In a 2017 Campden Research study, 38 percent of ultra-high-net worth (UHNW) families, family offices and family businesses internationally, with an average wealth of US$1.1 billion, reported they didn't have a cyber security plan in place.
If you fall into that category, you could potentially be more vulnerable to an attack by savvy cyber thieves.
"Hackers that target high-net-worth individuals (HNWIs) have done their homework," says Stacy Bertrand, manager of information security strategy and metrics at City National Bank, an RBC company. "They know they have money and that they have something to steal."
But it's not just financial resources that make these families more vulnerable to a cyberattack. It's also often their public status and lifestyle choices that may make them more susceptible.

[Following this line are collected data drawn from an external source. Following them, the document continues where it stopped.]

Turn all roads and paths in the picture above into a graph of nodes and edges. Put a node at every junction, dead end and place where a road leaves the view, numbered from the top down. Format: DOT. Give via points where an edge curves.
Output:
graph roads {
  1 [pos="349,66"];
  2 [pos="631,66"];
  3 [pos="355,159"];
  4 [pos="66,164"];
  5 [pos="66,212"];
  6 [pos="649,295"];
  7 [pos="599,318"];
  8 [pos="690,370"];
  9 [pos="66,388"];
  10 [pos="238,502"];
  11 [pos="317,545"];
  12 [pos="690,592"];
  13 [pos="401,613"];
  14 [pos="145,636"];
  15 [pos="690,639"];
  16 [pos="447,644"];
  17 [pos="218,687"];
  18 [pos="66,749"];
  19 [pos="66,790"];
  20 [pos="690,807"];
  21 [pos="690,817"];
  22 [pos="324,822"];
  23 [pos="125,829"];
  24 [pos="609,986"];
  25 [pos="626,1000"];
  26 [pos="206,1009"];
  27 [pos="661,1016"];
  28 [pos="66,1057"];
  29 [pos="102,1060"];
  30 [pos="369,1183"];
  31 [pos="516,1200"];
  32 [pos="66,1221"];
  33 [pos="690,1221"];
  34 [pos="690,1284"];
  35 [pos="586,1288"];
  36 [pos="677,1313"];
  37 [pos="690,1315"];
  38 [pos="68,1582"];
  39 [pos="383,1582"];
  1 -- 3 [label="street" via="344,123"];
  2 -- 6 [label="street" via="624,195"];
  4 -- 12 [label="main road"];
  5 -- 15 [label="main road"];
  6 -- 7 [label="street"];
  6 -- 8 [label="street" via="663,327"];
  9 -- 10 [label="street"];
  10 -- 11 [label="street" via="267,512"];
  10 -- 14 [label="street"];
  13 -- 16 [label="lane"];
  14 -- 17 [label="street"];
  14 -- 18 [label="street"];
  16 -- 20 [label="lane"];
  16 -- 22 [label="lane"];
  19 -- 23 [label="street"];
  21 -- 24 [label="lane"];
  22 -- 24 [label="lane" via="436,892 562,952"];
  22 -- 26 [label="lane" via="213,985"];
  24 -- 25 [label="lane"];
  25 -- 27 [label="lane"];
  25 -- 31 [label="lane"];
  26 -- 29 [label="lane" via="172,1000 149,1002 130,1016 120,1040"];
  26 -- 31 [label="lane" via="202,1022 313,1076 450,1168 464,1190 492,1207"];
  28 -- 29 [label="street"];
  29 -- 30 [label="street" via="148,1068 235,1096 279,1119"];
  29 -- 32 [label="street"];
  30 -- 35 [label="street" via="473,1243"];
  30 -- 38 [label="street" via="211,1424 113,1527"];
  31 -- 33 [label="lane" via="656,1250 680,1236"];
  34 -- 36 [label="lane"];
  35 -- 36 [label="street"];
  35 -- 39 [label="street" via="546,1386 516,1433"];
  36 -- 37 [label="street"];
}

Lifestyle cues used for social engineering attacks
Social engineering involves the use of social media to mine your information. Hackers can gain clues about things like wealth status, property ownership and investments through private details that individuals choose to share publicly on social media.
“Cybercriminals are using increasingly sophisticated techniques to trick people into giving up personal or private information," says Adam Evans, vice president of cyber operations and chief information security officer at RBC in Toronto. "They then use that information to target new attacks against these victims. Social engineering tactics can be used in any sort of personal contact, including email, texting, web browsing or by telephone."
Setting ground rules for social media use with you family members can be an effective way to combat the social engineering threat. For instance, you may wish to restrict the types of photos or information shared through social media, or insist family members set their account visibility to private-only.
In the first major survey of Canadians' attitudes to cyber security and the financial industry, RBC partnered with Ipsos to survey more than 2,000 Canadians on their cyber knowledge to gain more insight into Canadians' concerns about cyber security and the steps they can take to protect themselves.
While 77 percent of Canadians believe they are knowledgeable on cyber security, only 16 percent could identify the majority of cyber terms correctly. Nearly two-thirds (61 percent) could not identify the term "phishing", which describes an email designed to trick the recipient into clicking a link or opening an attachment in an effort to steal information or install malicious software.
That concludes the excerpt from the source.